Exercise prompt: The number of lines holding the string "edge" is all that is wanted; count them in the records below.

▼

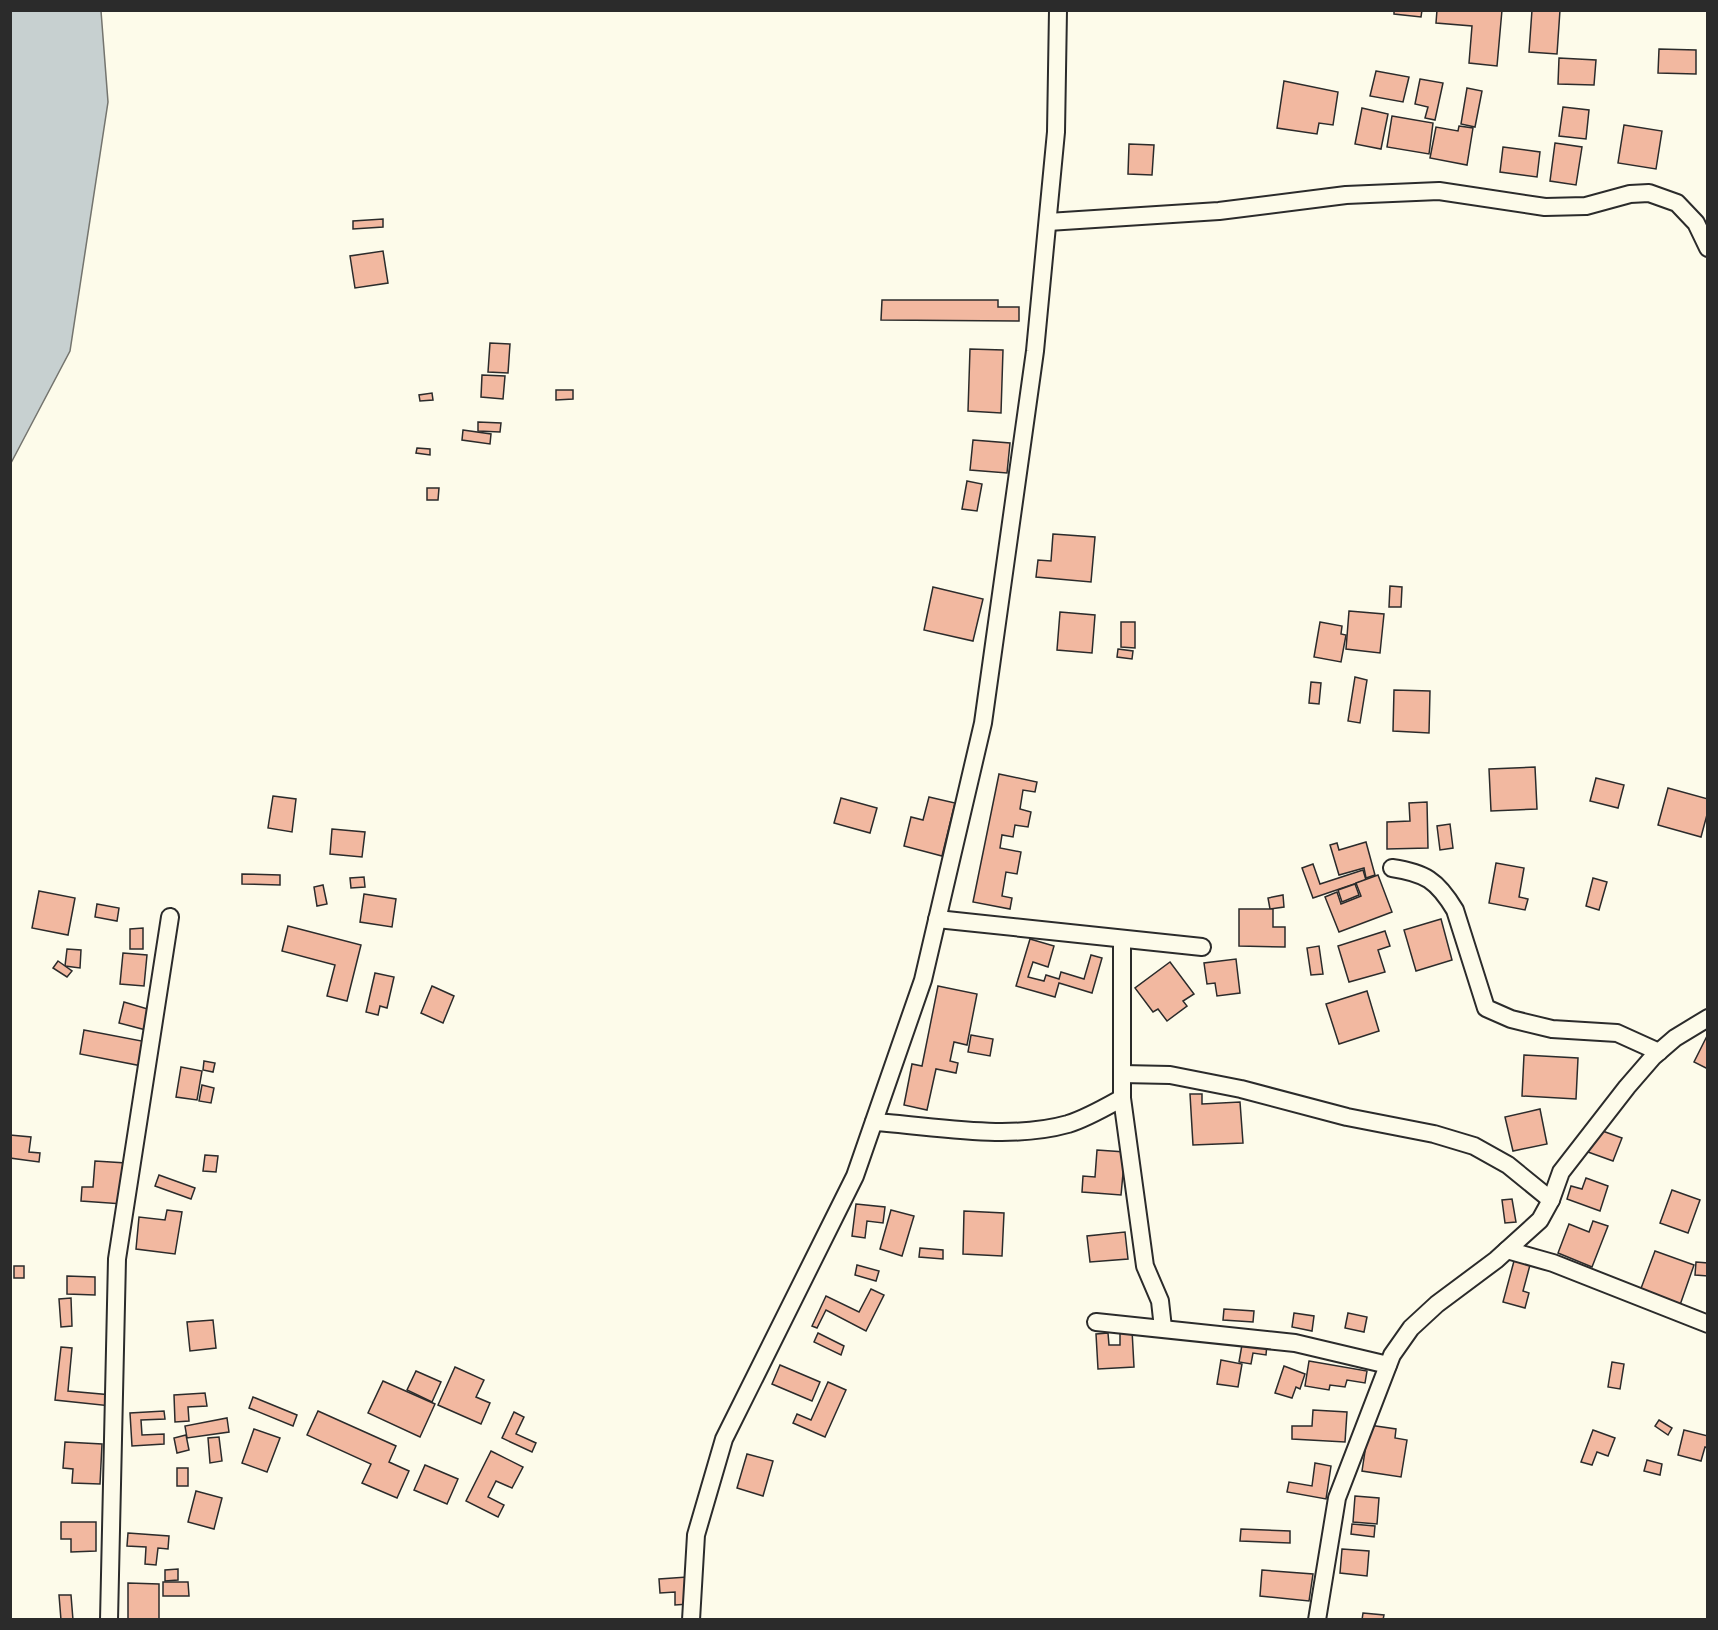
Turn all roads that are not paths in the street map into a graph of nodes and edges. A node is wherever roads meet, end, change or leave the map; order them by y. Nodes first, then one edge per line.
1 (1058, 10) edge
2 (1048, 222) junction
3 (1707, 248) edge
4 (1392, 868) dead end
5 (170, 917) dead end
6 (937, 919) junction
7 (1122, 939) junction
8 (1202, 947) dead end
9 (1707, 1018) edge
10 (1659, 1052) junction
11 (1122, 1074) junction
12 (1122, 1098) junction
13 (874, 1122) junction
14 (1551, 1200) junction
15 (1507, 1250) junction
16 (1095, 1322) dead end
17 (1707, 1324) edge
18 (1163, 1328) junction
19 (1388, 1365) junction
20 (109, 1620) edge
21 (691, 1620) edge
22 (1317, 1620) edge

1 - 2 street
2 - 3 street
2 - 6 street
4 - 10 street
5 - 20 street
6 - 7 street
6 - 13 street
7 - 8 street
7 - 11 street
9 - 10 street
10 - 14 street
11 - 12 street
11 - 14 street
12 - 13 street
12 - 18 street
13 - 21 street
14 - 15 street
15 - 17 street
15 - 19 street
16 - 18 street
18 - 19 street
19 - 22 street

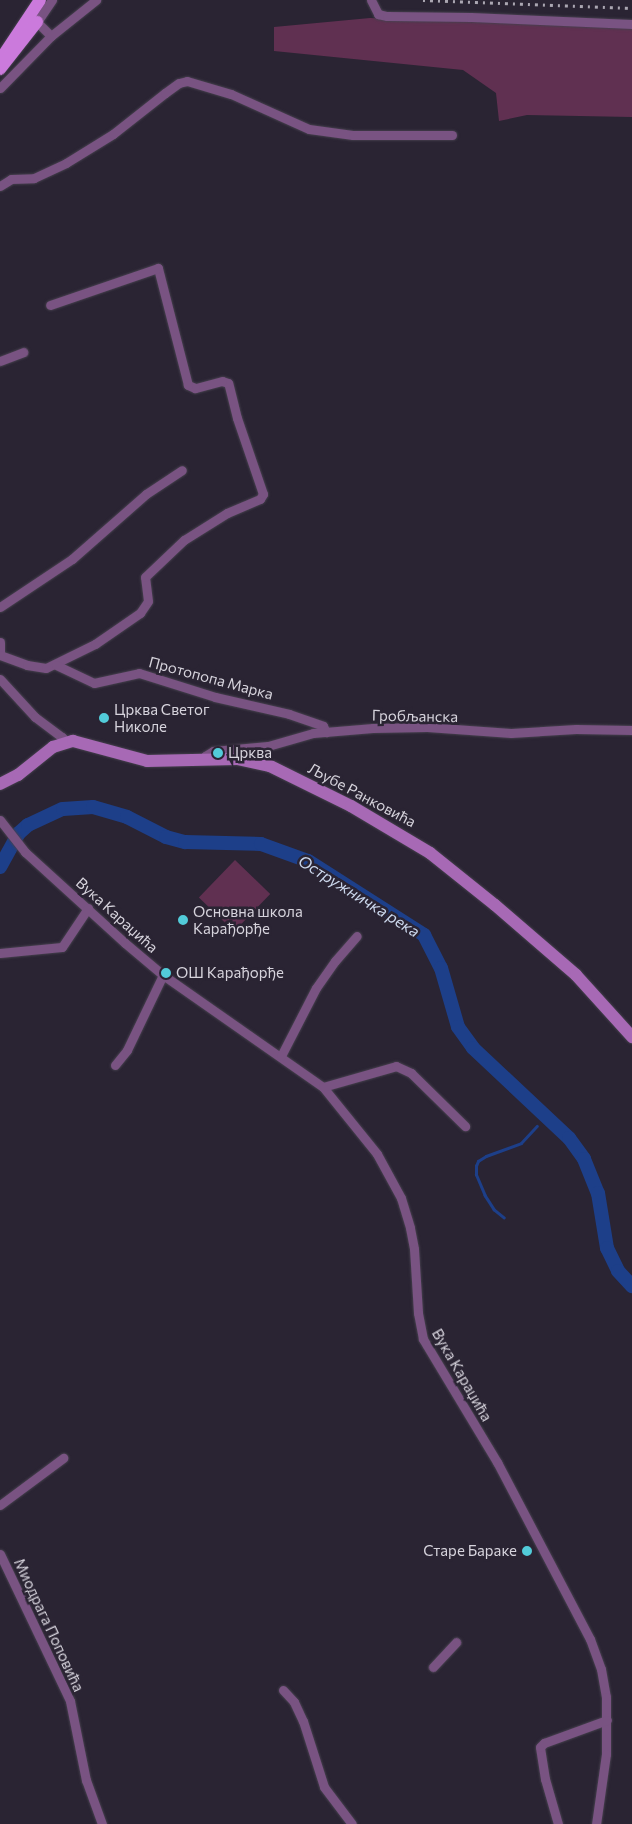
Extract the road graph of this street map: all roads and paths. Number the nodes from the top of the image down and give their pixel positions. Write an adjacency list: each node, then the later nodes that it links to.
1 (40, 0): 8 (main road)
2 (52, 0): 5 (street)
3 (96, 0): 7 (street)
4 (371, 0): 6 (street)
5 (37, 22): 7 (street); 9 (main road)
6 (632, 24)
7 (51, 36): 10 (street)
8 (0, 60)
9 (0, 68)
10 (0, 88)
11 (452, 135): 12 (street)
12 (0, 186)
13 (50, 305): 20 (street)
14 (24, 352): 15 (street)
15 (0, 361)
16 (182, 470): 17 (street)
17 (0, 607)
18 (0, 642): 19 (street)
19 (0, 656): 20 (street, Протопопа Марка)
20 (56, 665): 23 (street, Протопопа Марка)
21 (0, 679): 24 (street)
22 (632, 730): 23 (street, Гробљанска)
23 (326, 732): 25 (street, Гробљанска)
24 (66, 742): 25 (street, Љубе Ранковића); 26 (street)
25 (204, 760): 32 (street, Љубе Ранковића)
26 (0, 784)
27 (0, 820): 28 (street, Вука Караџића)
28 (88, 908): 30 (street); 31 (street, Вука Караџића)
29 (357, 936): 33 (street)
30 (0, 953)
31 (163, 975): 33 (street, Вука Караџића); 34 (street)
32 (632, 1037)
33 (281, 1056): 35 (street, Вука Караџића)
34 (114, 1065)
35 (323, 1087): 36 (street); 43 (street, Вука Караџића)
36 (466, 1126)
37 (63, 1458): 38 (street)
38 (0, 1506)
39 (0, 1554): 44 (street, Миодрага Поповића)
40 (456, 1642): 41 (street)
41 (433, 1667)
42 (283, 1690): 45 (street)
43 (607, 1720): 46 (street); 47 (street, Вука Караџића)
44 (102, 1824)
45 (352, 1824)
46 (558, 1824)
47 (596, 1824)

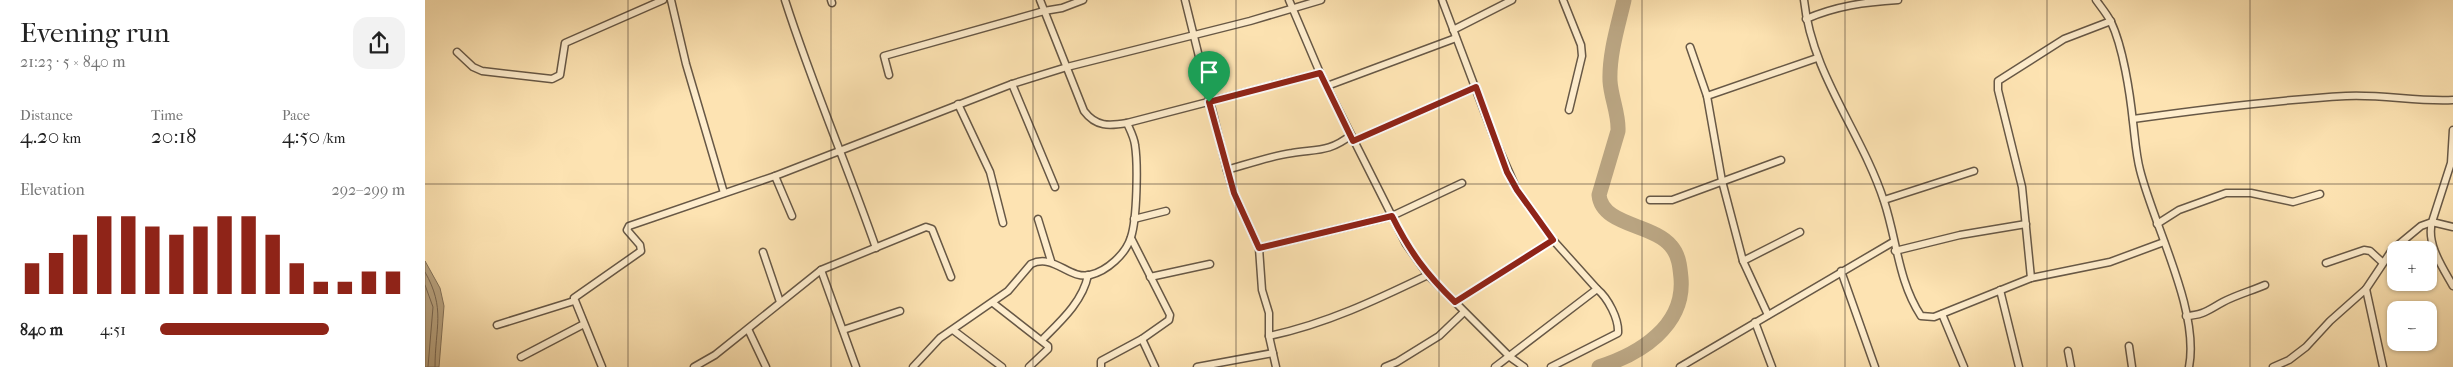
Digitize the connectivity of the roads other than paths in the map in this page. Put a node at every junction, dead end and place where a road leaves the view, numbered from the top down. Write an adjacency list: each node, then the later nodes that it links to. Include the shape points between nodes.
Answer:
1 (663, 0): 23 (street, via 565,43 560,75 552,79 483,71 473,67)
2 (671, 0): 48 (street, via 686,64)
3 (785, 0): 40 (street)
4 (1040, 0): 16 (street)
5 (1083, 0): 16 (street)
6 (1185, 0): 20 (street)
7 (1289, 0): 15 (street)
8 (1321, 0): 15 (street)
9 (1442, 0): 19 (street)
10 (1512, 0): 19 (street)
11 (1563, 0): 35 (street, via 1581,45 1582,56)
12 (1804, 0): 17 (street)
13 (1898, 0): 17 (street, via 1849,5)
14 (2096, 0): 18 (street)
15 (1293, 9): 20 (street); 26 (street)
16 (1044, 11): 25 (street); 27 (street, via 884,56)
17 (1806, 19): 24 (street)
18 (2111, 21): 36 (street); 59 (street, via 2064,39 1998,81 2019,171)
19 (1453, 30): 21 (street)
20 (1194, 36): 25 (street); 33 (street)
21 (1456, 38): 29 (street); 30 (street)
22 (1690, 48): 31 (street)
23 (457, 52)
24 (1817, 58): 31 (street); 51 (street)
25 (1067, 67): 28 (street); 37 (street, via 1084,111 1090,118 1110,126)
26 (1320, 73): 29 (street); 33 (street)
27 (889, 75)
28 (1012, 84): 34 (street); 47 (street)
29 (1327, 86): 39 (street)
30 (1476, 87): 39 (street); 64 (street, via 1507,172)
31 (1707, 96): 45 (street)
32 (2453, 100): 36 (street, via 2348,96 2237,104)
33 (1209, 102): 37 (street); 42 (street)
34 (957, 104): 40 (street); 58 (street, via 991,172)
35 (1569, 110)
36 (2133, 119): 60 (street, via 2139,168)
37 (1127, 123): 56 (street, via 1136,152)
38 (2453, 130): 57 (street, via 2451,163)
39 (1352, 138): 42 (street, via 1323,150 1291,153); 54 (street)
40 (840, 151): 44 (street); 67 (street)
41 (1781, 160): 45 (street)
42 (1227, 170): 68 (street)
43 (1974, 171): 51 (street)
44 (775, 176): 48 (street); 53 (street)
45 (1722, 181): 50 (street, via 1672,200); 72 (street)
46 (1462, 183): 54 (street)
47 (1055, 187)
48 (724, 192): 88 (street, via 629,226 627,230 641,251 576,296)
49 (2321, 194): 60 (street, via 2293,202 2251,193 2226,193 2179,210)
50 (1650, 200)
51 (1883, 200): 65 (street)
52 (1165, 210): 56 (street)
53 (792, 216)
54 (1392, 216): 68 (street); 79 (street)
55 (1038, 219): 71 (street)
56 (1134, 219): 63 (street)
57 (2431, 222): 61 (street); 73 (street, via 2406,237); 84 (street, via 2430,237)
58 (1003, 223)
59 (2026, 224): 70 (street, via 1960,235); 82 (street)
60 (2157, 224): 66 (street)
61 (2453, 227)
62 (1800, 232): 72 (street)
63 (1131, 238): 78 (street, via 1113,261); 81 (street)
64 (1553, 240): 85 (street); 90 (street)
65 (1893, 242): 70 (street); 77 (street)
66 (2164, 242): 82 (street, via 2110,262); 96 (street)
67 (876, 248): 76 (street); 80 (street, via 929,227)
68 (1259, 248): 103 (street, via 1262,290 1269,313)
69 (763, 252): 89 (street)
70 (1895, 252): 94 (street, via 1907,291 1921,316)
71 (1051, 261): 78 (street); 91 (street, via 1031,264 1008,292)
72 (1743, 261): 95 (street)
73 (2382, 262): 74 (street, via 2364,250); 86 (street)
74 (2327, 263)
75 (1210, 264): 81 (street)
76 (821, 270): 89 (street); 101 (street)
77 (1841, 270): 95 (street); 129 (street)
78 (1088, 275): 104 (street, via 1085,289)
79 (1427, 275): 90 (street); 103 (street, via 1338,316 1303,329)
80 (951, 277)
81 (1151, 277): 105 (street, via 1169,320)
82 (2031, 278): 87 (street)
83 (2265, 285): 96 (street, via 2205,313)
84 (2453, 286)
85 (1597, 289): 110 (street); 126 (street, via 1605,296 1618,334)
86 (2366, 289): 135 (street, via 2306,347); 136 (street)
87 (2001, 290): 94 (street); 131 (street)
88 (574, 301): 98 (street); 99 (street)
89 (780, 302): 100 (street)
90 (1455, 302): 93 (street)
91 (993, 303): 102 (street); 104 (street)
92 (900, 311): 101 (street)
93 (1464, 312): 110 (street); 123 (street, via 1439,336)
94 (1942, 314): 130 (street)
95 (1769, 315): 97 (street)
96 (2186, 316): 134 (street, via 2191,356)
97 (1755, 322): 111 (street); 128 (street)
98 (497, 324)
99 (584, 324): 109 (street); 112 (street)
100 (748, 328): 113 (street, via 715,355); 114 (street)
101 (843, 330): 115 (street)
102 (953, 330): 116 (street, via 928,349); 117 (street)
103 (1269, 336): 108 (street)
104 (1043, 339): 118 (street, via 1048,349)
105 (1141, 339): 119 (street, via 1101,361); 120 (street)
106 (2129, 346): 133 (street)
107 (2068, 350): 132 (street)
108 (1273, 352): 121 (street); 122 (street)
109 (521, 357)
110 (1509, 357): 124 (street); 125 (street)
111 (1689, 364): 127 (street)
112 (602, 367)
113 (694, 367)
114 (766, 367)
115 (857, 367)
116 (913, 367)
117 (1002, 367)
118 (1029, 367)
119 (1101, 367)
120 (1155, 367)
121 (1197, 367)
122 (1276, 367)
123 (1385, 367)
124 (1495, 367)
125 (1524, 367)
126 (1551, 367)
127 (1680, 367)
128 (1772, 367)
129 (1875, 367)
130 (1964, 367)
131 (2019, 367)
132 (2071, 367)
133 (2132, 367)
134 (2189, 367)
135 (2273, 367)
136 (2383, 367)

▲

Task answer: 8